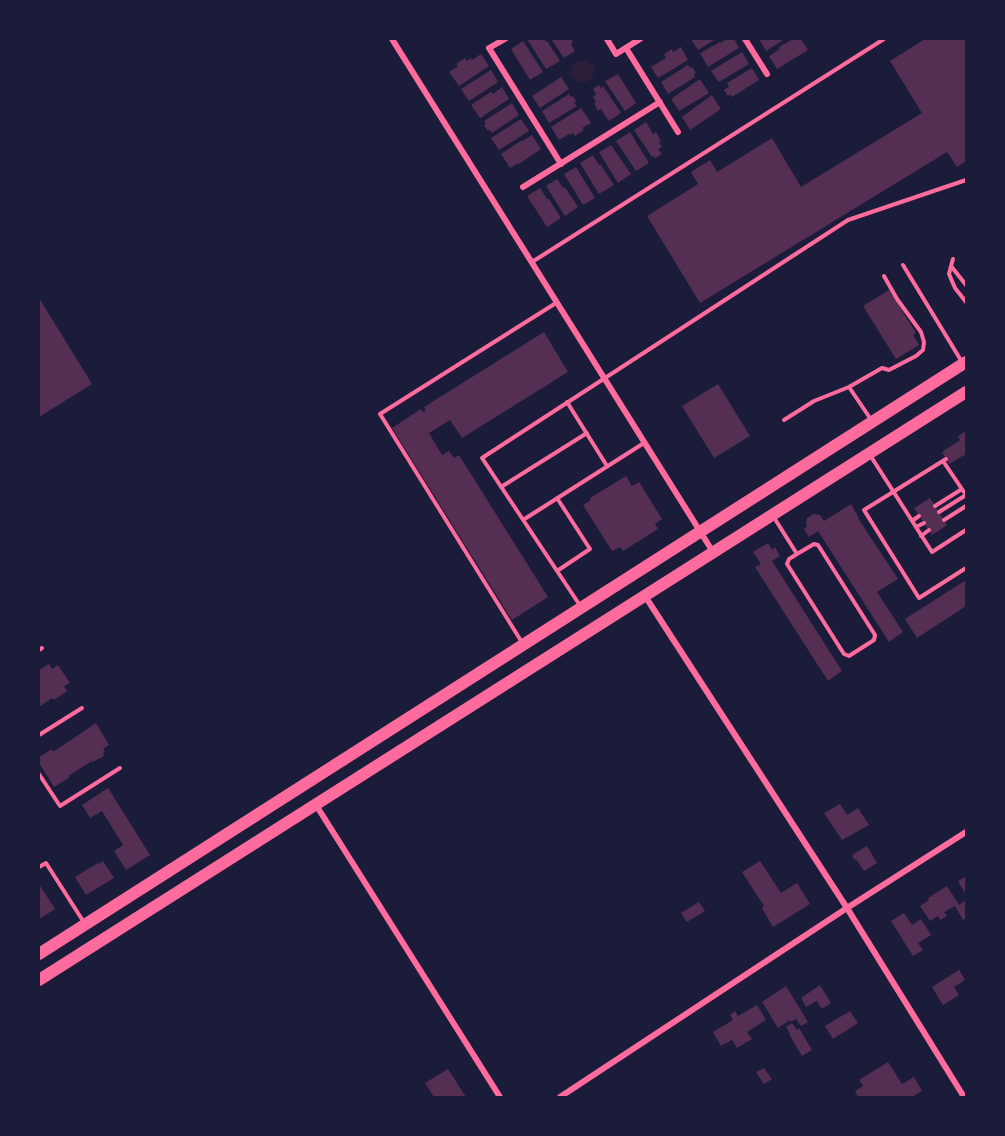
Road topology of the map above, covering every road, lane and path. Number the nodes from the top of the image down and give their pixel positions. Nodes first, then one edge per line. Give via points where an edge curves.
1 (392, 39) edge
2 (505, 39) edge
3 (607, 39) edge
4 (640, 39) edge
5 (745, 39) edge
6 (884, 39) edge
7 (626, 48) junction
8 (767, 74) dead end
9 (660, 102) junction
10 (678, 132) dead end
11 (561, 164) junction
12 (966, 180) edge
13 (524, 188) dead end
14 (953, 259) dead end
15 (531, 263) junction
16 (903, 265) dead end
17 (951, 266) junction
18 (884, 276) dead end
19 (966, 285) edge
20 (966, 302) edge
21 (556, 303) junction
22 (965, 365) edge
23 (603, 378) junction
24 (849, 387) junction
25 (966, 392) edge
26 (567, 402) junction
27 (784, 420) dead end
28 (872, 422) junction
29 (587, 433) junction
30 (644, 443) junction
31 (869, 453) junction
32 (607, 466) junction
33 (501, 487) junction
34 (962, 489) junction
35 (894, 491) junction
36 (966, 495) edge
37 (557, 498) junction
38 (935, 506) dead end
39 (966, 506) edge
40 (939, 512) dead end
41 (772, 515) junction
42 (919, 516) dead end
43 (523, 520) junction
44 (944, 520) dead end
45 (912, 521) junction
46 (924, 523) dead end
47 (916, 528) junction
48 (966, 530) edge
49 (929, 531) dead end
50 (700, 532) junction
51 (921, 536) junction
52 (713, 552) junction
53 (797, 554) junction
54 (966, 568) edge
55 (557, 571) junction
56 (644, 596) junction
57 (581, 608) junction
58 (523, 644) junction
59 (82, 708) dead end
60 (39, 735) edge
61 (120, 768) dead end
62 (39, 774) edge
63 (316, 804) junction
64 (966, 832) edge
65 (39, 867) edge
66 (847, 908) junction
67 (85, 924) junction
68 (39, 954) edge
69 (39, 980) edge
70 (500, 1097) edge
71 (560, 1097) edge
72 (964, 1097) edge

1 - 15 street
2 - 11 street via 489,48
3 - 7 street via 616,54
4 - 7 street
5 - 8 street
6 - 15 lane
7 - 9 street
9 - 10 street
9 - 11 street
11 - 13 street
12 - 23 lane via 848,220
14 - 17 lane
15 - 21 street
16 - 22 lane
17 - 19 lane
17 - 20 lane via 949,274
18 - 24 lane via 921,333 923,350
21 - 23 street
21 - 58 lane via 380,414
22 - 28 highway
23 - 26 lane
23 - 30 street
24 - 27 lane via 814,401
24 - 28 lane
25 - 31 highway
26 - 29 lane
26 - 33 lane via 482,458
28 - 50 highway
29 - 32 lane
29 - 33 lane
30 - 32 lane
30 - 50 street
31 - 35 lane
31 - 41 highway
32 - 37 lane
33 - 43 lane
34 - 35 lane via 944,460
34 - 36 lane
34 - 38 lane
35 - 45 lane
35 - 54 lane via 864,510 919,598
36 - 40 lane
37 - 43 lane
37 - 55 lane via 590,549
39 - 44 lane
41 - 52 highway
41 - 53 lane
42 - 45 lane
43 - 55 lane
45 - 47 lane
46 - 47 lane
47 - 51 lane
48 - 51 lane via 932,552
49 - 51 lane
50 - 52 street
50 - 57 highway
52 - 56 highway
53 - 53 lane via 787,564 844,654 849,656 874,640 875,635 818,545
55 - 57 lane
56 - 63 highway
56 - 66 street
57 - 58 highway
58 - 67 highway
59 - 60 lane
61 - 62 lane via 60,807
63 - 69 highway
63 - 70 street
64 - 66 street
65 - 67 lane via 45,863
66 - 71 street
66 - 72 street
67 - 68 highway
* * * * *
WORK TO COMPLETE: Whenever the string "highway" shows up on a line of the listing, copy that line.

WRITTEN RESPONSE:
22 - 28 highway
25 - 31 highway
28 - 50 highway
31 - 41 highway
41 - 52 highway
50 - 57 highway
52 - 56 highway
56 - 63 highway
57 - 58 highway
58 - 67 highway
63 - 69 highway
67 - 68 highway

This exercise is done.